*** Begin section ***

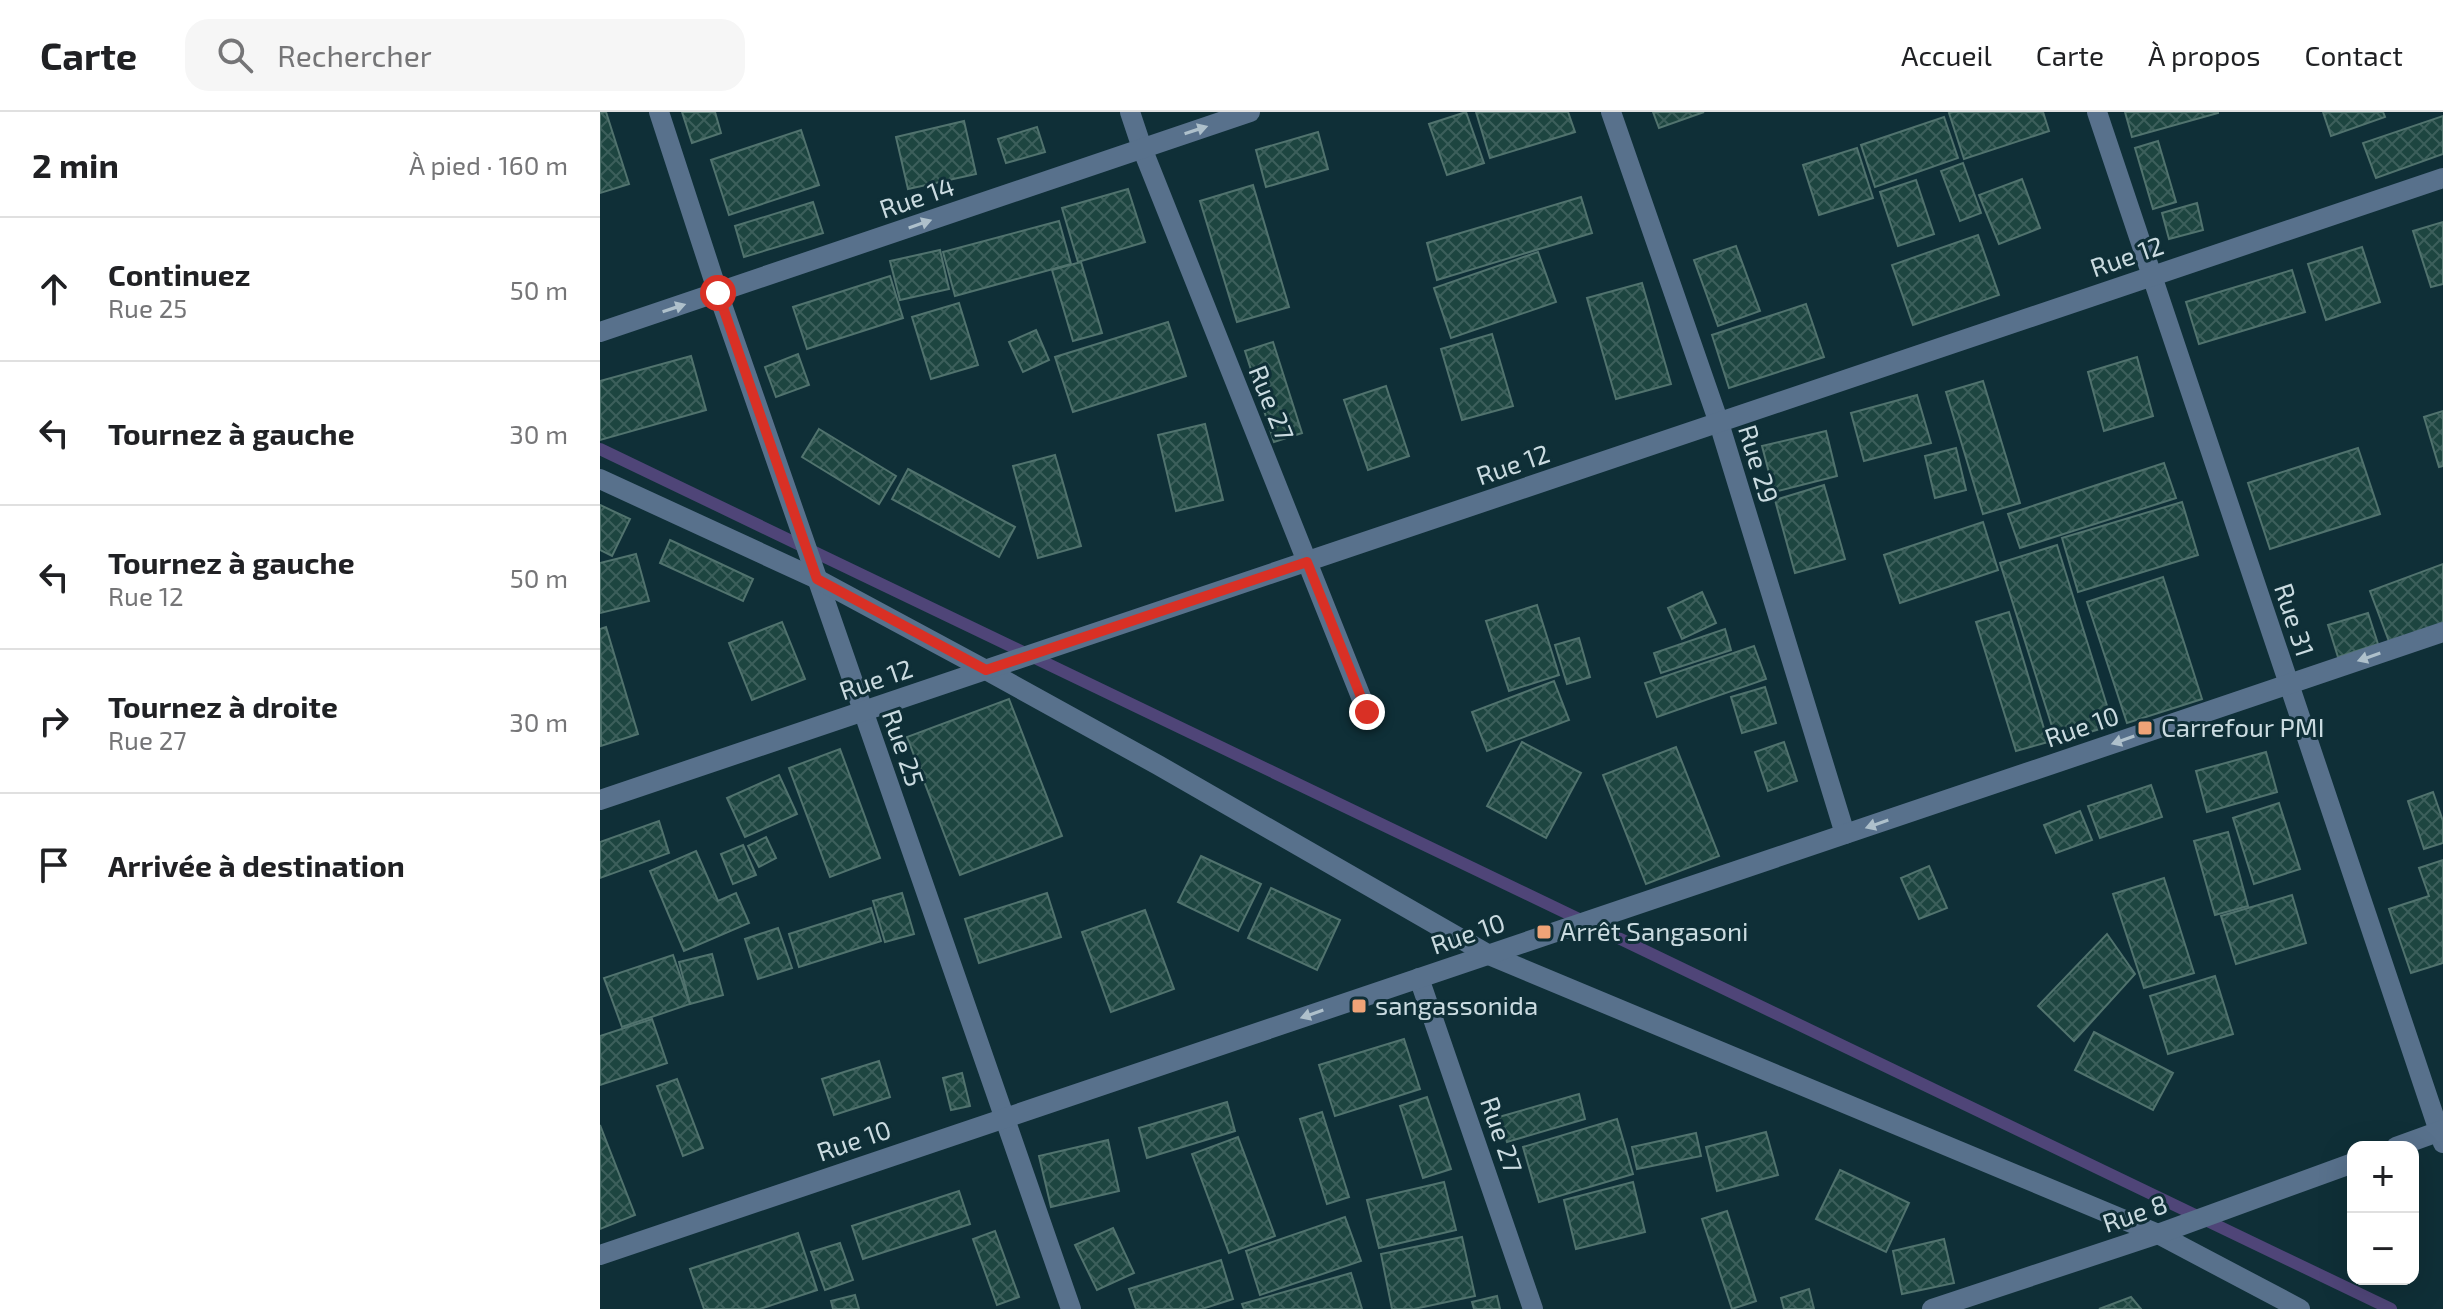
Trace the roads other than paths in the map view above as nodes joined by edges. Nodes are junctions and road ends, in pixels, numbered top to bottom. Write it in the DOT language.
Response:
graph roads {
  1 [pos="659,112"];
  2 [pos="1130,112"];
  3 [pos="1250,112"];
  4 [pos="1611,112"];
  5 [pos="2097,112"];
  6 [pos="1142,148"];
  7 [pos="2443,178"];
  8 [pos="2152,276"];
  9 [pos="718,293"];
  10 [pos="600,332"];
  11 [pos="1719,423"];
  12 [pos="600,479"];
  13 [pos="1307,562"];
  14 [pos="817,579"];
  15 [pos="2443,632"];
  16 [pos="986,670"];
  17 [pos="2288,684"];
  18 [pos="863,712"];
  19 [pos="1367,712"];
  20 [pos="600,800"];
  21 [pos="1845,834"];
  22 [pos="1489,955"];
  23 [pos="1419,978"];
  24 [pos="1005,1118"];
  25 [pos="2441,1135"];
  26 [pos="2418,1141"];
  27 [pos="2347,1165"];
  28 [pos="2158,1234"];
  29 [pos="600,1255"];
  30 [pos="1987,1300"];
  31 [pos="1071,1309"];
  32 [pos="1533,1309"];
  33 [pos="1932,1309"];
  34 [pos="2300,1309"];
  1 -- 9 [label="street, Rue 25"];
  2 -- 6 [label="street, Rue 27"];
  6 -- 3 [label="street, Rue 14, one-way"];
  4 -- 11 [label="street, Rue 29"];
  5 -- 8 [label="street, Rue 31"];
  9 -- 6 [label="street, Rue 14, one-way"];
  6 -- 13 [label="street, Rue 27"];
  7 -- 8 [label="street, Rue 12"];
  8 -- 11 [label="street, Rue 12"];
  8 -- 17 [label="street, Rue 31"];
  10 -- 9 [label="street, Rue 14, one-way"];
  9 -- 14 [label="street, Rue 25"];
  11 -- 13 [label="street, Rue 12"];
  11 -- 21 [label="street, Rue 29"];
  12 -- 14 [label="street"];
  13 -- 16 [label="street, Rue 12"];
  13 -- 19 [label="street, Rue 27"];
  14 -- 16 [label="street"];
  14 -- 18 [label="street, Rue 25"];
  15 -- 17 [label="street, Rue 10, one-way"];
  16 -- 18 [label="street, Rue 12"];
  16 -- 22 [label="street"];
  17 -- 21 [label="street, Rue 10, one-way"];
  17 -- 25 [label="street, Rue 31"];
  18 -- 20 [label="street, Rue 12"];
  18 -- 24 [label="street, Rue 25"];
  21 -- 22 [label="street, Rue 10"];
  22 -- 23 [label="street, Rue 10"];
  22 -- 28 [label="street"];
  23 -- 24 [label="street, Rue 10, one-way"];
  23 -- 32 [label="street, Rue 27"];
  24 -- 29 [label="street, Rue 10"];
  24 -- 31 [label="street, Rue 25"];
  25 -- 26 [label="street"];
  27 -- 28 [label="street, Rue 8"];
  28 -- 30 [label="street, Rue 8"];
  28 -- 34 [label="street"];
  30 -- 33 [label="street, Rue 8"];
}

*** End section ***

_Exercise description_
Could you write out the whole listing exactly, dropping the pictures?

_Task solution_
Trace the roads other than paths in the map view above as nodes joined by edges. Nodes are junctions and road ends, in pixels, numbered top to bottom. Write it in the DOT language.
Response:
graph roads {
  1 [pos="659,112"];
  2 [pos="1130,112"];
  3 [pos="1250,112"];
  4 [pos="1611,112"];
  5 [pos="2097,112"];
  6 [pos="1142,148"];
  7 [pos="2443,178"];
  8 [pos="2152,276"];
  9 [pos="718,293"];
  10 [pos="600,332"];
  11 [pos="1719,423"];
  12 [pos="600,479"];
  13 [pos="1307,562"];
  14 [pos="817,579"];
  15 [pos="2443,632"];
  16 [pos="986,670"];
  17 [pos="2288,684"];
  18 [pos="863,712"];
  19 [pos="1367,712"];
  20 [pos="600,800"];
  21 [pos="1845,834"];
  22 [pos="1489,955"];
  23 [pos="1419,978"];
  24 [pos="1005,1118"];
  25 [pos="2441,1135"];
  26 [pos="2418,1141"];
  27 [pos="2347,1165"];
  28 [pos="2158,1234"];
  29 [pos="600,1255"];
  30 [pos="1987,1300"];
  31 [pos="1071,1309"];
  32 [pos="1533,1309"];
  33 [pos="1932,1309"];
  34 [pos="2300,1309"];
  1 -- 9 [label="street, Rue 25"];
  2 -- 6 [label="street, Rue 27"];
  6 -- 3 [label="street, Rue 14, one-way"];
  4 -- 11 [label="street, Rue 29"];
  5 -- 8 [label="street, Rue 31"];
  9 -- 6 [label="street, Rue 14, one-way"];
  6 -- 13 [label="street, Rue 27"];
  7 -- 8 [label="street, Rue 12"];
  8 -- 11 [label="street, Rue 12"];
  8 -- 17 [label="street, Rue 31"];
  10 -- 9 [label="street, Rue 14, one-way"];
  9 -- 14 [label="street, Rue 25"];
  11 -- 13 [label="street, Rue 12"];
  11 -- 21 [label="street, Rue 29"];
  12 -- 14 [label="street"];
  13 -- 16 [label="street, Rue 12"];
  13 -- 19 [label="street, Rue 27"];
  14 -- 16 [label="street"];
  14 -- 18 [label="street, Rue 25"];
  15 -- 17 [label="street, Rue 10, one-way"];
  16 -- 18 [label="street, Rue 12"];
  16 -- 22 [label="street"];
  17 -- 21 [label="street, Rue 10, one-way"];
  17 -- 25 [label="street, Rue 31"];
  18 -- 20 [label="street, Rue 12"];
  18 -- 24 [label="street, Rue 25"];
  21 -- 22 [label="street, Rue 10"];
  22 -- 23 [label="street, Rue 10"];
  22 -- 28 [label="street"];
  23 -- 24 [label="street, Rue 10, one-way"];
  23 -- 32 [label="street, Rue 27"];
  24 -- 29 [label="street, Rue 10"];
  24 -- 31 [label="street, Rue 25"];
  25 -- 26 [label="street"];
  27 -- 28 [label="street, Rue 8"];
  28 -- 30 [label="street, Rue 8"];
  28 -- 34 [label="street"];
  30 -- 33 [label="street, Rue 8"];
}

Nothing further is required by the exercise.